Writing Udev Rules

Udev is a system on Linux to create the device files in /dev every time the system boots. It used to be that these files were permanent, but no longer. As the amount of hardware that can be attached to a Linux system increases a new method of creating the device files had to be found, especially as many people only have a limited sub-set of all the devices and didn't want or need so many unused device files hanging around in /dev.

At work we run Suse Linux Enterprise Server on a couple of boxes and one of these is used as our DVD burning station. It has a huge set of discs and a decent DVD burner attached - so it gets a lot of use.

We login to this box as a specific user and this user is a member of the disk group.

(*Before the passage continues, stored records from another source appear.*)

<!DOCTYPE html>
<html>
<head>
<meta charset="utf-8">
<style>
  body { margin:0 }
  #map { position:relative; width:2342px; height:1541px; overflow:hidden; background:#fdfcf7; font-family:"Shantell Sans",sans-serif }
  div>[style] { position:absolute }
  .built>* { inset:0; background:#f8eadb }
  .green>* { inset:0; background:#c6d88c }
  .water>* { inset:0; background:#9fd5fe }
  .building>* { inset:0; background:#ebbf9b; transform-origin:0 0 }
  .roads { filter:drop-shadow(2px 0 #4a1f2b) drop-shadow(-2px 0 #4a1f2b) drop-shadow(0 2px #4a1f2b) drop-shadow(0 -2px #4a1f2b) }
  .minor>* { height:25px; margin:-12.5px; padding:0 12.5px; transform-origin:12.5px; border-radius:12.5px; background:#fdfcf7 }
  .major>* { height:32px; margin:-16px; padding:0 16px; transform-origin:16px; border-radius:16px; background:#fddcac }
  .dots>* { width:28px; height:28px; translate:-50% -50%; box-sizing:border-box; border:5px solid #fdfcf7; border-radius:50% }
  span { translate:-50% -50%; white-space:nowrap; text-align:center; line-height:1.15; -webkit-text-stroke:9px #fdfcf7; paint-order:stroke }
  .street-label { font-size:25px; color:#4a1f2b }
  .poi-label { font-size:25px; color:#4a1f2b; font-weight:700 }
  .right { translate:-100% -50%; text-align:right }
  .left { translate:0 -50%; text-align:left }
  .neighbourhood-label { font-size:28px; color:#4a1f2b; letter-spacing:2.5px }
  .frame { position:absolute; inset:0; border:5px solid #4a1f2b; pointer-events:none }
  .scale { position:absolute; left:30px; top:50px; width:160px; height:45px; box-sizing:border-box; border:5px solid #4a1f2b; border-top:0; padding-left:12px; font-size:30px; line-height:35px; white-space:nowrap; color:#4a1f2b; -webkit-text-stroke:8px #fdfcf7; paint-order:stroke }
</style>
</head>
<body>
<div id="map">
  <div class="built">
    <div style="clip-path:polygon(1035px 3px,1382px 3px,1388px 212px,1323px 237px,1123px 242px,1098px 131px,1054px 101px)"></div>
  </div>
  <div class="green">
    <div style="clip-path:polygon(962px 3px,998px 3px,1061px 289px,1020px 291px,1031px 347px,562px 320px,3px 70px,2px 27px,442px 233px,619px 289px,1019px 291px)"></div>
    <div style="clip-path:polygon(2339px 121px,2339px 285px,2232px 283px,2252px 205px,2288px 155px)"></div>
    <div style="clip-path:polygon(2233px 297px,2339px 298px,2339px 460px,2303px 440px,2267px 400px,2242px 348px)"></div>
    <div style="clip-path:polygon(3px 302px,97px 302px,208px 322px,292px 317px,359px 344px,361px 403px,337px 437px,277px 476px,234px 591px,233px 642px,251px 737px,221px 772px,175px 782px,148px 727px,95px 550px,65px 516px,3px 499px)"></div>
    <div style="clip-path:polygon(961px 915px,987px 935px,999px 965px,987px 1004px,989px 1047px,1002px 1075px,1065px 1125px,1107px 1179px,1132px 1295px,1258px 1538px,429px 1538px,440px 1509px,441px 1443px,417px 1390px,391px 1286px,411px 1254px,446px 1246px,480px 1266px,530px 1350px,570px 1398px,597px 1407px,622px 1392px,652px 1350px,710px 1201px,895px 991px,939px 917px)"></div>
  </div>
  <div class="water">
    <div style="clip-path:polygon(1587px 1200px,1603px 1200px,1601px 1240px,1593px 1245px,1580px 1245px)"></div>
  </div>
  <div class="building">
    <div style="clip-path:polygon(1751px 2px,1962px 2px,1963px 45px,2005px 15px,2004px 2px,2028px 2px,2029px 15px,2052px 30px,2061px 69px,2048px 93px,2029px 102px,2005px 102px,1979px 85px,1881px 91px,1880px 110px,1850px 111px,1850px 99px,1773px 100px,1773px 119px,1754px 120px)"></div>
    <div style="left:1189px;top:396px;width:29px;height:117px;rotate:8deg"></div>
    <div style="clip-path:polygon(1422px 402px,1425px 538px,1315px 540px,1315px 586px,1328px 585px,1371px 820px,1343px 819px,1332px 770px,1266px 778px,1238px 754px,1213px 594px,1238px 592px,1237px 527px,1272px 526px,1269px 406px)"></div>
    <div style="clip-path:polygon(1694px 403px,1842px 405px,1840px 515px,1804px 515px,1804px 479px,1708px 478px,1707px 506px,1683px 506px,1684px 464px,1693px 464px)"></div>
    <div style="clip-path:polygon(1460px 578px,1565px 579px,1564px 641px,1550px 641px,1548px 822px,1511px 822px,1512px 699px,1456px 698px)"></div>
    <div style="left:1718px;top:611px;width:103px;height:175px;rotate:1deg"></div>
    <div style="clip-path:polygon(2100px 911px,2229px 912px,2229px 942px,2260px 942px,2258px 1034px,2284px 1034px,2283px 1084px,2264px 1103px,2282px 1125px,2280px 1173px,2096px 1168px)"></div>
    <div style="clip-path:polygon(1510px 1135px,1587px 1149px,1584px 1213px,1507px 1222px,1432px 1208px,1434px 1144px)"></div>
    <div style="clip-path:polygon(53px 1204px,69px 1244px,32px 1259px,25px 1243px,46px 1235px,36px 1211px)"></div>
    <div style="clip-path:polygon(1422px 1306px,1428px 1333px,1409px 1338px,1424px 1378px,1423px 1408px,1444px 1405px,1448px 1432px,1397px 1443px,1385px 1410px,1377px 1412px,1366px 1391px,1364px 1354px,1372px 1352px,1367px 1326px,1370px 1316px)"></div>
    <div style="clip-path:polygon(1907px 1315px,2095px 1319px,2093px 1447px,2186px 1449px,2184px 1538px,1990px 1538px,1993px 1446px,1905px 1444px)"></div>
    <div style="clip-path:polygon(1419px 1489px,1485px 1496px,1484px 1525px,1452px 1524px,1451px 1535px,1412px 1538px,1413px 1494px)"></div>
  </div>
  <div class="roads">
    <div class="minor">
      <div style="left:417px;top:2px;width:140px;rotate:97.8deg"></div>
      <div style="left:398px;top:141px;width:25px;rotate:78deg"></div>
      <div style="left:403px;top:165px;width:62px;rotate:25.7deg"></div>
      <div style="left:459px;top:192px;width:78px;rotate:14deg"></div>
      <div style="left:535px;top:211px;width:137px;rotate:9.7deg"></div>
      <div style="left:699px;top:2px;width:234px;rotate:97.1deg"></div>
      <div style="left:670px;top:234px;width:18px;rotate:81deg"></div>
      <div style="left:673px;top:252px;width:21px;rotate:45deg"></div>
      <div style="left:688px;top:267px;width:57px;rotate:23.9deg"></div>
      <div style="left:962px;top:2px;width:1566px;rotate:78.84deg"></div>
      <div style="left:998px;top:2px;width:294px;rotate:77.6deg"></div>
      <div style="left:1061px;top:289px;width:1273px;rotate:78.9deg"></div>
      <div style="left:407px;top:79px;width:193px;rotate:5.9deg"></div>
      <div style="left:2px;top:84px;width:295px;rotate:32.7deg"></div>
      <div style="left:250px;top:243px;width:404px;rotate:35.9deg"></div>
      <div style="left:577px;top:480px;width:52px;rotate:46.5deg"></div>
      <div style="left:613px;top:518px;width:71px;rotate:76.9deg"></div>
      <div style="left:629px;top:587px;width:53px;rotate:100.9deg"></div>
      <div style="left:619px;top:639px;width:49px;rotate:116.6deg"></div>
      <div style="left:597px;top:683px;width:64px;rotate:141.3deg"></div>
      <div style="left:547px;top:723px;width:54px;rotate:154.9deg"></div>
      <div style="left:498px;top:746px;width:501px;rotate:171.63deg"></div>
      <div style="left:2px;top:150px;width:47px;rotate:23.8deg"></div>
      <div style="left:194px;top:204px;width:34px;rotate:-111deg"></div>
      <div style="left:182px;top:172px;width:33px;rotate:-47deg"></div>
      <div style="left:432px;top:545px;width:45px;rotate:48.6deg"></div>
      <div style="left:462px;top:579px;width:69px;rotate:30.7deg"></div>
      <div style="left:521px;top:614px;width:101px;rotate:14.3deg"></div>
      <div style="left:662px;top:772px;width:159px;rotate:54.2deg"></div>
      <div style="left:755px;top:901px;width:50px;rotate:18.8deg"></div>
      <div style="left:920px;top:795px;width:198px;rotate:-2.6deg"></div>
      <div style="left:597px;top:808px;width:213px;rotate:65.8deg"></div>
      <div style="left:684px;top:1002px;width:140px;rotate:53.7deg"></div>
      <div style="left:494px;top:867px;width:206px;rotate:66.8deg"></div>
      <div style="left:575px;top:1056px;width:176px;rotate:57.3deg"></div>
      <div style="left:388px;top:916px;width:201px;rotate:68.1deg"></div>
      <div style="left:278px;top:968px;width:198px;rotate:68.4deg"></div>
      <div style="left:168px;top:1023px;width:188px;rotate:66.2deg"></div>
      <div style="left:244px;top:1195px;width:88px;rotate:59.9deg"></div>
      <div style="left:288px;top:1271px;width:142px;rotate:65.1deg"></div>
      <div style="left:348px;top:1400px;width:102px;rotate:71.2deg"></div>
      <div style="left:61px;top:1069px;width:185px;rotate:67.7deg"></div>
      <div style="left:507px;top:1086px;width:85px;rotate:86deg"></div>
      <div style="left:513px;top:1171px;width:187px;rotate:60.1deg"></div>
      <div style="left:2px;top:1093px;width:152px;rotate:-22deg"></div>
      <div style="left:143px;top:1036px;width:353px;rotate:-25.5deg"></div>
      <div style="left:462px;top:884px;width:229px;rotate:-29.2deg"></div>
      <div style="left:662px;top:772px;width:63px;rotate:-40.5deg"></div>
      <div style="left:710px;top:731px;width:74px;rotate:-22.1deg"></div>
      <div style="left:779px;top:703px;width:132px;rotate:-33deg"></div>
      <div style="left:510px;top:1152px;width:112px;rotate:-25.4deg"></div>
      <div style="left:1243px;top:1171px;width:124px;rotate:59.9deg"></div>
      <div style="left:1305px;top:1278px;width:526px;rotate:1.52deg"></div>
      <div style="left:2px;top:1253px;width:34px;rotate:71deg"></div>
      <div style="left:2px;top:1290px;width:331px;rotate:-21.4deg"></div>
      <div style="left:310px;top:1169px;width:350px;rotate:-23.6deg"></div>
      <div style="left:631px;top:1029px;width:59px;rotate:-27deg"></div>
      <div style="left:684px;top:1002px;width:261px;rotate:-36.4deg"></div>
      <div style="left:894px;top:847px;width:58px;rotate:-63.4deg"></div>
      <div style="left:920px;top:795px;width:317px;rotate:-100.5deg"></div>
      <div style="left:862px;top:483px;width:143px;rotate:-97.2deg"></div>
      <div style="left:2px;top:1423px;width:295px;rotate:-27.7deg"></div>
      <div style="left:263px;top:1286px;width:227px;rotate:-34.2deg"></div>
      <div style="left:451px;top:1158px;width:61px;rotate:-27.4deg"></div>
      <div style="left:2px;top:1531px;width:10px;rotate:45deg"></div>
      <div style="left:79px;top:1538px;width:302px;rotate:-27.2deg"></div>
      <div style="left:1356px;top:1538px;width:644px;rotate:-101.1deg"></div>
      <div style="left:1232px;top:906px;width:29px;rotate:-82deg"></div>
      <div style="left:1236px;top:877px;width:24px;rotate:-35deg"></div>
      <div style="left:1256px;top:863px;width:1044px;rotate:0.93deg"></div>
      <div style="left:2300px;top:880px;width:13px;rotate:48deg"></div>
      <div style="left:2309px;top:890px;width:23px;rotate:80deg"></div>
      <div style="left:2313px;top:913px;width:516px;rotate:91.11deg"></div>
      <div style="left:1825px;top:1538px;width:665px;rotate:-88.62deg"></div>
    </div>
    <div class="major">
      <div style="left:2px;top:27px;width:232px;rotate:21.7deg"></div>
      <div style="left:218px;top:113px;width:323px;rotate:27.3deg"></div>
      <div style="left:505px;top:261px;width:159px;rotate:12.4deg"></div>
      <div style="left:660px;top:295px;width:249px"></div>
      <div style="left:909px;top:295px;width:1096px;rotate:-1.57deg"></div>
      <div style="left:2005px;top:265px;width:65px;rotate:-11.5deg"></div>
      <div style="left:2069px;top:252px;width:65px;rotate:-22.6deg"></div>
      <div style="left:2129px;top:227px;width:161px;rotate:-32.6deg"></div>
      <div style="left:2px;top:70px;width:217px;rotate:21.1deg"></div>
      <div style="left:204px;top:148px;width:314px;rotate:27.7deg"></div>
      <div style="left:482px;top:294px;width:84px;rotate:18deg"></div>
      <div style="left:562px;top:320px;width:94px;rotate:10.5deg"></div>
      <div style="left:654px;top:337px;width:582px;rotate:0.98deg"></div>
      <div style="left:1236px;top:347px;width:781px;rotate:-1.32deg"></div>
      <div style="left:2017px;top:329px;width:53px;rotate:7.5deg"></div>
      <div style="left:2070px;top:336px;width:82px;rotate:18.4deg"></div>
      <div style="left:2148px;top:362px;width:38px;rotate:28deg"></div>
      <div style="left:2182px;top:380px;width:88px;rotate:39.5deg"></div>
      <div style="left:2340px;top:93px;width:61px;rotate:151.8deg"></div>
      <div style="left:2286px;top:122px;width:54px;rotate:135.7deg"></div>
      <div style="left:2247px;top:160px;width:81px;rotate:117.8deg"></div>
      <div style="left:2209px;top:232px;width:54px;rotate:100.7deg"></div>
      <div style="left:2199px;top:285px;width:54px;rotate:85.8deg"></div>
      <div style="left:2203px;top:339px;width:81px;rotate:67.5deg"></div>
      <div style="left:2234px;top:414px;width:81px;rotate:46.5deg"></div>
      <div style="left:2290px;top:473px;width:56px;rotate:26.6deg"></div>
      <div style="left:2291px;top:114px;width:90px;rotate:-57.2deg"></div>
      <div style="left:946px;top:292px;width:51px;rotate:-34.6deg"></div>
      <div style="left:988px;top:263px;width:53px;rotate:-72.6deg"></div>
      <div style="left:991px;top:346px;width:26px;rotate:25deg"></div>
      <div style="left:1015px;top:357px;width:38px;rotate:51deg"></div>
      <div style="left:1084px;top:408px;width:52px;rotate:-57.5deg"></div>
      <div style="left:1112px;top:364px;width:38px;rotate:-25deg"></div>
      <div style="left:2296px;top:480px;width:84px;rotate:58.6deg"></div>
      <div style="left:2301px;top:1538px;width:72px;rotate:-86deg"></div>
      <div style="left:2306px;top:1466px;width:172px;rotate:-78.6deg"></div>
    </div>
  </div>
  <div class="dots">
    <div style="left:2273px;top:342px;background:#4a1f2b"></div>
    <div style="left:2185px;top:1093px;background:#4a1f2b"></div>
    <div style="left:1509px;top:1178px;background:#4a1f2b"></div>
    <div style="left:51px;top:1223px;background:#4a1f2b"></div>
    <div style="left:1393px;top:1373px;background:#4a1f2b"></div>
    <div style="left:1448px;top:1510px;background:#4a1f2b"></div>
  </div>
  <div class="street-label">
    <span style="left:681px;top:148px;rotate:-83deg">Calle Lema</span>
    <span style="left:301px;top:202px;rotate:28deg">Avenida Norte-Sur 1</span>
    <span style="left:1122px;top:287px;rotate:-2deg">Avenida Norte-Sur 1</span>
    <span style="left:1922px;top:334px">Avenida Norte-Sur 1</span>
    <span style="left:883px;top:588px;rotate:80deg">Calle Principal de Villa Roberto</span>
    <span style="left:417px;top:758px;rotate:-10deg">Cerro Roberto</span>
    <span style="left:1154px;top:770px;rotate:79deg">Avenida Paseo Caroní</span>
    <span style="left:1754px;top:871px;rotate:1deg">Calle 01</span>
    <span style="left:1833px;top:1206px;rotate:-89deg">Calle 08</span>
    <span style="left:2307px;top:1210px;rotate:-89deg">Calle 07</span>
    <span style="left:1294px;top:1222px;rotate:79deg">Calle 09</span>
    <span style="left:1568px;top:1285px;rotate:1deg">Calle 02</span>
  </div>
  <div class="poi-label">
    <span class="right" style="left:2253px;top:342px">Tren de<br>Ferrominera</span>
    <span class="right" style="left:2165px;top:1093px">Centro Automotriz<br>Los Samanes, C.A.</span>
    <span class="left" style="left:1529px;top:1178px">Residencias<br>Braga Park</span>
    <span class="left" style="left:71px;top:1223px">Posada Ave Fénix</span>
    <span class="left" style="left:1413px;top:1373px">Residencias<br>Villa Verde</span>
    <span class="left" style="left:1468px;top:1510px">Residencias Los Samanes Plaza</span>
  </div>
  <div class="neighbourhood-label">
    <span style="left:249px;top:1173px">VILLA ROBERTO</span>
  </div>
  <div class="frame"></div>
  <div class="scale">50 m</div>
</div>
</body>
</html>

At boot time, the DVD devices are owned by root:disk but only the owner, root, has the ability to write to these devices. This is a tad unfortunate because we need all members of the disk group to be able to write as well. What to do?

We had a temporary fix in place for a while. It simply involves setting the permissions on the devices to allow the group to write to them:

su - root
chmod g=rw /dev/sr0
chmod g=rw /dev/sr1

However, this is unsuitable as it requires someone in the team to have root privileges and the root password. In addition, it had to be carried out every time we rebooted the box - as this is a Linux server, that doesn't happen all too often, but we have had a few power outages in recent months (for maintenance and rewiring) and the boxes were shut down for their own protection.

A permanent solution was required that did not require a root enabled person to be around after a reboot.

With a little bit of "kernel" hacking and I have a proper permanent fix. (ok, I admit it, I read this document writing udev rules) and the answer was quite simple.

The process does require a root enabled user initially, but after that, and testing of course, the system will automatically set things up correctly after a reboot and no root required.

su - root
cd /etc/udev/rules.d
vi 99-local.rules

The '99' prefix has to be the highest in the directory. The file we are about to create must be run after all the current files. Well, at least after file 50-udev-default.rules which does the default setting up.

The contents of the above file should be as follows, well, you don't need the comments just the last two lines.

# Make sure that udev gives the disk group write access to the two DVD Writers
# Norman Dunbar
# 12 May 2009.
#
# Basically, what the following says is:
# If the kernel subsystem is "block" (for block devices being attached) THEN
# If the kernel has assigned the device /dev/sr0 or /dev/sr1 THEN
#       chmod g=rw,u=rw,o= /dev/sr*
#       ln -s /dev/dvd_internal /dev/sr0
#       ln -s /dev/dvd_esternal /dev/sr1
#       chgrp disk /dev/sr*
#
# So now, after a reboot (or indeed, after a call to udevtrigger) the devices
# /dev/sr0 and /dev/sr1 will belong to the disk group, have group members able to write
# and will have an additional sym-link to /dev/dvd_internal (for the built in DVD) or
# /dev/dvd_external for the USB attached DVD writer.
#
# By the way, this file has the highest number in the /etc/udev/rules.d directory because
# it has to be run AFTER all the system setting up or our chnages will be overwritten.
#

SUBSYSTEM=="block", KERNEL=="sr0", MODE="0660", SYMLINK+="dvd_internal", GROUP="disk"
SUBSYSTEM=="block", KERNEL=="sr1", MODE="0660", SYMLINK+="dvd_external", GROUP="disk"

The "GROUP=" settings are not really required because the 50-udev-default.rules file should have set that already but I noticed in testing, one occasion whereby the device did come up as being owned by root:root rather than root:disk. Very very strange. I have added the "GROUP=" setting to prevent this as only those accounts in the disk group are the ones we want to be writing to the devices and if the group is suddenly root then we are a tad stuffed!

Now, whenever the system reboots, the above file is executed and the permissions on the two DVD devices are set to allow group members to write to it, plus, a handy pair of links are set up to /dev/dvd_internal and /dev/dvd_external for the internal and external DVD devices.

If, at any time you want to change the details in this file, you need to be root and you should run a udevtrigger command to make the changes stick. Note that there is a delay of a few seconds between the udevtrigger command running and the changes appearing for the devices - as the following shows.

# udevtrigger

# ll /dev/sr*
brw-r----- 1 root disk 11, 0 May  5 08:25 /dev/sr0
brw-r----- 1 root disk 11, 1 May  5 08:27 /dev/sr1

# ll /dev/sr*
brw-rw---- 1 root disk 11, 0 May  5 08:25 /dev/sr0
brw-rw---- 1 root disk 11, 1 May  5 08:27 /dev/sr1

Nothing was executed between the two ll /dev/sr* commands above, but you can see where the group privileges have changed from read only to read-write.